▶ _RECORDS SUPPLIED_:
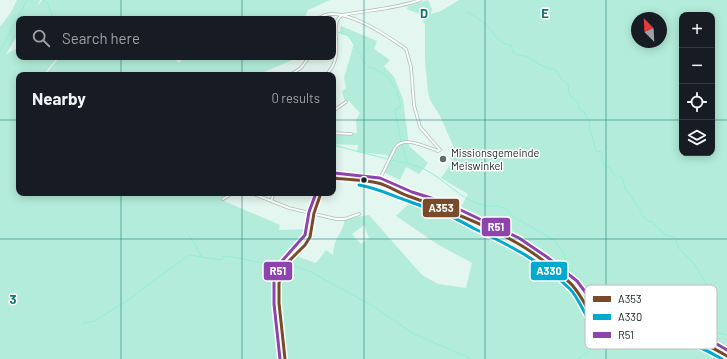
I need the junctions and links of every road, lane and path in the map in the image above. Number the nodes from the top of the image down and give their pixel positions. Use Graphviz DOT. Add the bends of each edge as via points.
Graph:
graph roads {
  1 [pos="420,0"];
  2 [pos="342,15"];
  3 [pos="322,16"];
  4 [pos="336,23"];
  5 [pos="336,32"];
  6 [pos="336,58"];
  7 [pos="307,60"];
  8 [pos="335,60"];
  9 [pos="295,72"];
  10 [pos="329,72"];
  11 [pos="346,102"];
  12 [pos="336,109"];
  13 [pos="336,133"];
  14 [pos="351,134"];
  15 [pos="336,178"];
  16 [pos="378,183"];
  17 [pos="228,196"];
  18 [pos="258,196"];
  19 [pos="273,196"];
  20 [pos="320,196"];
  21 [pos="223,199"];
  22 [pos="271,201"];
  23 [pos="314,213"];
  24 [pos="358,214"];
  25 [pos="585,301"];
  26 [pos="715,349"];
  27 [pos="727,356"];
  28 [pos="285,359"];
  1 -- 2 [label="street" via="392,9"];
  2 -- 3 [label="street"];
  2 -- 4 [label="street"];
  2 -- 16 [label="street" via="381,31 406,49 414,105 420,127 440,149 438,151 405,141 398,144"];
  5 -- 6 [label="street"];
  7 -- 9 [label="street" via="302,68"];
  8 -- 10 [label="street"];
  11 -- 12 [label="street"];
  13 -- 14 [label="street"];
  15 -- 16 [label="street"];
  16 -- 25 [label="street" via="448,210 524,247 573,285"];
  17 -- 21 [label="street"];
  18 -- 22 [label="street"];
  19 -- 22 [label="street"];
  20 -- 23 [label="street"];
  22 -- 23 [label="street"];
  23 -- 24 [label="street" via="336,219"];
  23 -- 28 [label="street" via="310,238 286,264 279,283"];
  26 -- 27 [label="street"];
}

▶ _WORK ORDER_:
Please print the entries exactly as they stand. Images are not part of the copy.

▶ _EXPECTED OUTPUT_:
I need the junctions and links of every road, lane and path in the map in the image above. Number the nodes from the top of the image down and give their pixel positions. Use Graphviz DOT. Add the bends of each edge as via points.
Graph:
graph roads {
  1 [pos="420,0"];
  2 [pos="342,15"];
  3 [pos="322,16"];
  4 [pos="336,23"];
  5 [pos="336,32"];
  6 [pos="336,58"];
  7 [pos="307,60"];
  8 [pos="335,60"];
  9 [pos="295,72"];
  10 [pos="329,72"];
  11 [pos="346,102"];
  12 [pos="336,109"];
  13 [pos="336,133"];
  14 [pos="351,134"];
  15 [pos="336,178"];
  16 [pos="378,183"];
  17 [pos="228,196"];
  18 [pos="258,196"];
  19 [pos="273,196"];
  20 [pos="320,196"];
  21 [pos="223,199"];
  22 [pos="271,201"];
  23 [pos="314,213"];
  24 [pos="358,214"];
  25 [pos="585,301"];
  26 [pos="715,349"];
  27 [pos="727,356"];
  28 [pos="285,359"];
  1 -- 2 [label="street" via="392,9"];
  2 -- 3 [label="street"];
  2 -- 4 [label="street"];
  2 -- 16 [label="street" via="381,31 406,49 414,105 420,127 440,149 438,151 405,141 398,144"];
  5 -- 6 [label="street"];
  7 -- 9 [label="street" via="302,68"];
  8 -- 10 [label="street"];
  11 -- 12 [label="street"];
  13 -- 14 [label="street"];
  15 -- 16 [label="street"];
  16 -- 25 [label="street" via="448,210 524,247 573,285"];
  17 -- 21 [label="street"];
  18 -- 22 [label="street"];
  19 -- 22 [label="street"];
  20 -- 23 [label="street"];
  22 -- 23 [label="street"];
  23 -- 24 [label="street" via="336,219"];
  23 -- 28 [label="street" via="310,238 286,264 279,283"];
  26 -- 27 [label="street"];
}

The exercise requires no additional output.